I’m in the change business, I say, because folks come to see me to change something– their anger, their grief, their loneliness, their self esteem, their fears, their obsessions, their addictions. They come like big waves every hour. Truly, if you think of the cumulative effect of such a torrent of dysfunctional waves capped with needy foam splashing through your door five days a week, well, it’s overwhelming. It is. Let me pause with a redundant comment and take a breath. Whew!! Many of my clients are so consumed in emotional deserts or feeling furnaces that they forget to breathe, so I feel compelled to take deep breaths for them. Inhale– one, two, three, four. Hold– two, three, four. Exhale–two, three, four. Nothing–two, three, four. Ahhh!! A furious funnel of suction pulls like a rip current as one client is sucked away by life out yonder while another crashes onto my couch. How is it that I don’t also get sucked out into that ocean of pathology?
This is not a deep philosophical question. Rather, it’s about strategies or habits that allow a mental health provider not to become exhausted by the constant pounding of issue after issue, rolling above pain, fear, sadness, guilt, shame, abandonment, self loathing, and much more. No matter how much you sympathize with the client, you cannot jump in their quicksand or dive into their rip tide. You will no longer be of any help to him/her, nor will you be any help to yourself. Jackknifing into their frozen waters or their boiling cauldrons just creates a bigger mess for someone else to respond to later. First responders know this. Don’t become another victim in the rescue.
How does this process of counseling work? I don’t know; I just know that it works more often than it doesn’t. Researchers like to isolate factors that contribute to a good counseling outcome– relationship, empathy, firm boundaries, validation, guiding treatment plans, probing questions, etc. etc. I agree that there are many components, but the whole of counseling is not equal to the sum of its parts. No, something very special happens when two folks share in episodes of vulnerability, peeling back layers of social wallpaper to expose the cracked plaster underneath. No one needs another layer of wallpaper, as fashionable as it may be. Get to the source, the cause of their sagging, crumbled soul, and the wall paper illusion will curl away. But how does the counselor not also come unglued?
I like to think I am grounded, deeply anchored below the beach sand, safely outside the quicksand, above the wallpaper. Not to sound arrogant or superior, no. Rather, I feel comfortable with others’ big emotions. Some folks have endless patience with jet engine noise or crying babies. That’s not me. However, I can sit with a person in deep pain and not feel an urgency to stop their flow or correct or educate them. Instead I act as the talking mirror and inform them of what I see or feel, trying to accurately reflect them to themselves. At other times I’m the cognitive crane operator lifting heavy loads out of their psyche that they have identified. I hoist up ugly beliefs and past episodes, and then roll them out for inspection and processing. It’s the client’s call whether to lift or drop it or put it back in the dark waters of their psyche.

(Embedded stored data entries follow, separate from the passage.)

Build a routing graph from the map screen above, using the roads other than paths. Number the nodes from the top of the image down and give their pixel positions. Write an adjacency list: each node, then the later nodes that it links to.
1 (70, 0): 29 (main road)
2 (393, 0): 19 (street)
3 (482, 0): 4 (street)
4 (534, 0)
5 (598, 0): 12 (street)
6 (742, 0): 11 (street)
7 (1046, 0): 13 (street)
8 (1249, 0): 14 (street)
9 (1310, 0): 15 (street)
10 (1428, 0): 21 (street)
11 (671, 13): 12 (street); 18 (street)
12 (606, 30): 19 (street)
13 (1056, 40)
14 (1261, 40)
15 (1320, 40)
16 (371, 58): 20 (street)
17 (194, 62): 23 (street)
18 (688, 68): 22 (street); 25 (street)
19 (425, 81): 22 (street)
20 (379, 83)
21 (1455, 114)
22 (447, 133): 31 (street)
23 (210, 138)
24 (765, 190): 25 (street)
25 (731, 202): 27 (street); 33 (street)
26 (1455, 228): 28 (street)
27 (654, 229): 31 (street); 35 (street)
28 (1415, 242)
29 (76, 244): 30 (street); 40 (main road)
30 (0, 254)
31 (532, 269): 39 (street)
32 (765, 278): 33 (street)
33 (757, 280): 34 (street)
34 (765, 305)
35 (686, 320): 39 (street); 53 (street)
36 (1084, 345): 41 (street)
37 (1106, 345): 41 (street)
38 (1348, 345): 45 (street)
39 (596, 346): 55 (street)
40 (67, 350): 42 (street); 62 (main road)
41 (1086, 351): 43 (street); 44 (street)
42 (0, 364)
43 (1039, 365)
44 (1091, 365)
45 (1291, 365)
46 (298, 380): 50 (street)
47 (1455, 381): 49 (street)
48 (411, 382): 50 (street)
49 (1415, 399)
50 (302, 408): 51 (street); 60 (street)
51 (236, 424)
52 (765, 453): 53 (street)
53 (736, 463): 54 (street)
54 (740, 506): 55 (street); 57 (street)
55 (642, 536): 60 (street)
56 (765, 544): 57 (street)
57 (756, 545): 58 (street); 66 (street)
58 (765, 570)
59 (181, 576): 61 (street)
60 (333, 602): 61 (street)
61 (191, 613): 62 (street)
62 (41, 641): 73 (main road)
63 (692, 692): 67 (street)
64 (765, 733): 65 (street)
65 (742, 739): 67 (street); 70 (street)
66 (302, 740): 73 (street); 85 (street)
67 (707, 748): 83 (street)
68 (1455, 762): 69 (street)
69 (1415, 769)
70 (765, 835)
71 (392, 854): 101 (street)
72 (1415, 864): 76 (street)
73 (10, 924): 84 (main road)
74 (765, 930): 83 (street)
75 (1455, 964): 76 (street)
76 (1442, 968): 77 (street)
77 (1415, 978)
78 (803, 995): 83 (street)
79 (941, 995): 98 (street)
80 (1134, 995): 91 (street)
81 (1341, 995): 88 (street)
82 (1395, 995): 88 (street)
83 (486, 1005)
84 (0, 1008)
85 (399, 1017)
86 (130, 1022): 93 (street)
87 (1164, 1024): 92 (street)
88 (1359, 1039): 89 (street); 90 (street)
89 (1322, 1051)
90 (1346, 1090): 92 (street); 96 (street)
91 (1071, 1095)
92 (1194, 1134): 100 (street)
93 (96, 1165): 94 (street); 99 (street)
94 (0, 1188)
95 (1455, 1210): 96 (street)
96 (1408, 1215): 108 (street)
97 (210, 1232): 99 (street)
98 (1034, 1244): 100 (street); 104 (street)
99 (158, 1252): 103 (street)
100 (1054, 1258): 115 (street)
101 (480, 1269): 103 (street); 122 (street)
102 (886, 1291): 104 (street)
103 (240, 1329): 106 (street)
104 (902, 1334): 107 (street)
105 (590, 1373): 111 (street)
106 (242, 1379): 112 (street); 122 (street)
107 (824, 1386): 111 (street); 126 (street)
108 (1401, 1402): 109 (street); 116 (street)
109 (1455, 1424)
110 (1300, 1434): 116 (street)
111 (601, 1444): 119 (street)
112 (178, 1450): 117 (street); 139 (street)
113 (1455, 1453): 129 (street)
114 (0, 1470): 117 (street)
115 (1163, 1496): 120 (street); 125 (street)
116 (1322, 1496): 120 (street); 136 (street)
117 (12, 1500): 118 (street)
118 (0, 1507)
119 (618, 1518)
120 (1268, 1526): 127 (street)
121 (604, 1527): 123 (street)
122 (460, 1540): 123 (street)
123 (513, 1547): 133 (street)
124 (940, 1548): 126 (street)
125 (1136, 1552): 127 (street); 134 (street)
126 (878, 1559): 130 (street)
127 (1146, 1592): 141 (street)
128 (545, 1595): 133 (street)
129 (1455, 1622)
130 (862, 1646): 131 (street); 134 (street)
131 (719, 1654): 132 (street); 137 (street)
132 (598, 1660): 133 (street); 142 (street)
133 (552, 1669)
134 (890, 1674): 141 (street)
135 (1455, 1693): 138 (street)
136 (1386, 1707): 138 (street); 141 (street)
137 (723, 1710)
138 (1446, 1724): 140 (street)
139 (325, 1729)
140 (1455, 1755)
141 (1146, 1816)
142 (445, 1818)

Nevertheless, the arrow of change goes both ways. You cannot be profoundly present with another human being for hours without changing in some way. You can’t be surrounded by the shifting sands of change without changing yourself. Water, wind and sand over time will smooth your rough edges, while invading fissures and crevices. By constantly dealing with disparate selves, your own self awareness mushrooms. If you played golf 8 hours a day, you’d get better, right? If you played chess for 7 hours a day, you’d see things the occasional player never experiences. The same learning and skill development takes place when you provide therapy 8 hours a day.
The therapist can give away skills and empathy and knowledge, but he cannot give himself away. The next hour’s client needs something entirely different, and so you must adjust accordingly. This one needs hope, that one needs firm authority. The angry teenager needs to complain about his parents’ ineptitude. The perfectionist needs to learn that perfect does not exist. Grievers need comfort and faith in the future. The divorcing partner needs validation and objectivity and the name of a good hitman. And sure, they all need God. Some go there; others don’t. I have to start with God or I’ll be swept away in meaningless pain.
An open tent door. How cool! Somehow in my associative mind, I think that going into the open tent is like going to counseling. It takes courage to enter this private space. There is an acknowledged boundary, i.e., the tent walls. The chief or leader or shaman operates in that space. Ideally one leaves something negative on the tent floor and takes something positive away in the exchange process, in and out of the delta, tent door.
Insurance companies will never get this concept. Rarely do they ask the consumer if he/she benefitted from the counseling experience. That would be too obvious a question. Instead they have scales and expected time frames for disorders. If the client improves rapidly, that’s okay. Metroplaco United saves money. However, if anther client has complex issues or isn’t moving the measurement numbers, well, it must be time to discharge. I don’t worry too much what the bean counters want, though. I do my thing the way I believe it should be done. The human heart changes if and when its owner decides to change. You can take that truth to the bank, my blog dogs.